Groups like Freedom From Religion need to stop seeking to
strip away the religious liberty promised by our founding documents, and
elected leaders need to stop acting like cowards whenever these groups makes
threats. My advice to Orlando Mayor Buddy Dyer, and all other officials in the
area, is to reverse course immediately. This decision is unpopular in Central
Florida, and the voters will make you pay for it.
In the early days of this country our Congress used tax
dollars to print Bibles for the sole purpose of using them as textbooks. The
government’s own printing press produced Bibles for children to read in school.
Teachers led their students in prayer every morning.
One can’t help but wonder, since the Bible and prayer have
been removed from schools, have we become better or worse? The “Greatest
Generation” was raised on prayer and Bible reading; the pot-smoking, free love
hippies were the first generation raised apart from those things.

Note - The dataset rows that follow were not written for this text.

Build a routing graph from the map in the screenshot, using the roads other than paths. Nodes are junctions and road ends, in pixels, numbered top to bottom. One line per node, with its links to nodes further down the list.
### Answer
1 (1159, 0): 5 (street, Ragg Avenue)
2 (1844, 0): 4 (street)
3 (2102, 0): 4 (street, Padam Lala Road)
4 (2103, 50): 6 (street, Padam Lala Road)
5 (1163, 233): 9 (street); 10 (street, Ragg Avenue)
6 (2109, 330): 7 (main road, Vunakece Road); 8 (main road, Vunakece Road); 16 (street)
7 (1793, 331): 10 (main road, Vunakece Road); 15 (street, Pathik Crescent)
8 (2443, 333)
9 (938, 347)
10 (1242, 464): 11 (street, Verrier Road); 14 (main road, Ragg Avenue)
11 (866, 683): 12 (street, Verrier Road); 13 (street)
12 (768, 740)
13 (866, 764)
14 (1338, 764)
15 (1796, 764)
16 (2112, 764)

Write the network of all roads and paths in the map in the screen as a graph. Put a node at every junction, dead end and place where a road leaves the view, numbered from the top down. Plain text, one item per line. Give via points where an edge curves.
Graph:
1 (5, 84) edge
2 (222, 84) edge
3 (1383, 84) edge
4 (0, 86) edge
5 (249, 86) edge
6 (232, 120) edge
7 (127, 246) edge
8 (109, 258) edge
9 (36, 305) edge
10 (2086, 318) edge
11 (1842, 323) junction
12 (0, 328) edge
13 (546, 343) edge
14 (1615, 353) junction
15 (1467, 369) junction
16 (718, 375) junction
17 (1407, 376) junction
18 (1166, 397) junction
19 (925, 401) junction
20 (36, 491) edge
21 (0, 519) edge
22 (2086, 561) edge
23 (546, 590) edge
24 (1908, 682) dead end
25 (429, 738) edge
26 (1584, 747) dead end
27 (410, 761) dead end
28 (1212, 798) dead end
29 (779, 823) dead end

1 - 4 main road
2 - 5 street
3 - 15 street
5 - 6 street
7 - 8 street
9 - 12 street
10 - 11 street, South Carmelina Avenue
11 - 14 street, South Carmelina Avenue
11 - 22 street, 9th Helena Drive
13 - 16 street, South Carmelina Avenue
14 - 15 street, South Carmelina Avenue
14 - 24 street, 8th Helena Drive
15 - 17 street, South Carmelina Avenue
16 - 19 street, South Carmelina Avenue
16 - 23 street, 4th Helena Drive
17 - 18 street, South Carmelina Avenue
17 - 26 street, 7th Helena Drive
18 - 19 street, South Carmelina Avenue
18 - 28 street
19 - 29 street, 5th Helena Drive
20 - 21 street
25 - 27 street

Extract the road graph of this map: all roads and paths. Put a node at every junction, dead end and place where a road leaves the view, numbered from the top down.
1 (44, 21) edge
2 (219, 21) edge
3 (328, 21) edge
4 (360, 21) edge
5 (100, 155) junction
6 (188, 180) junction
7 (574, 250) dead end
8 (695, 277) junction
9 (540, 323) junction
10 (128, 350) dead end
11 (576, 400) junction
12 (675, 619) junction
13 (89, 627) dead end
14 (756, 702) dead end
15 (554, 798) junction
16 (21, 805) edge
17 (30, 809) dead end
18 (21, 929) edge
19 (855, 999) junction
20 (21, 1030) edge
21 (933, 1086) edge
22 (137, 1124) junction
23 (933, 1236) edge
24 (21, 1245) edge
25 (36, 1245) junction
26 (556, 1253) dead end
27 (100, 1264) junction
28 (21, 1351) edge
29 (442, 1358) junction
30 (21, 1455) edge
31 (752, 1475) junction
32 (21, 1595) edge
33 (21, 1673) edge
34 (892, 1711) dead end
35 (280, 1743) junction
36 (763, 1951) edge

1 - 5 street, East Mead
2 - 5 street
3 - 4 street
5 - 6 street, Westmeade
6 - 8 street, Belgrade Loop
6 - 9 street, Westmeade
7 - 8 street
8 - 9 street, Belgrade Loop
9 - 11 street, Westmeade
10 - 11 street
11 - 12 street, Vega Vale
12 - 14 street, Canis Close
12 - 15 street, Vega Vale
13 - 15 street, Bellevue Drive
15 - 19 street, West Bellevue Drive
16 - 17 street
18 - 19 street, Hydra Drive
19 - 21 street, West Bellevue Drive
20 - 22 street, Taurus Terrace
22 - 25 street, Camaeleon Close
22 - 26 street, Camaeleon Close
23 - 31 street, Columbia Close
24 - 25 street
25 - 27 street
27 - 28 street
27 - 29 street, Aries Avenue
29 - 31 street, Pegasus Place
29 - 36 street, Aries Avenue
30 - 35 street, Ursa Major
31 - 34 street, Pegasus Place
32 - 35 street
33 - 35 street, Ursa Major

Since God was expelled from school literacy rates have
plummeted and classroom behavior is horrendous. Schools distribute condoms and
drive girls to abortion clinics without parental consent, but they cannot even
reference the Bible.
Maybe if we let students read the Bible they would grasp
that abstinence works; they don’t need contraception or clinics if they aren’t having
sex. Why is the school system afraid to let kids read the commands to not lie,
cheat, or steal?
School systems pay out great sums of money for anti-bullying
seminars, all the while the Bible gives free anti-bullying advice: “Love your
neighbor as yourself.”
Expelling God from school was a disaster; what will happen
now that He has been ejected from the field?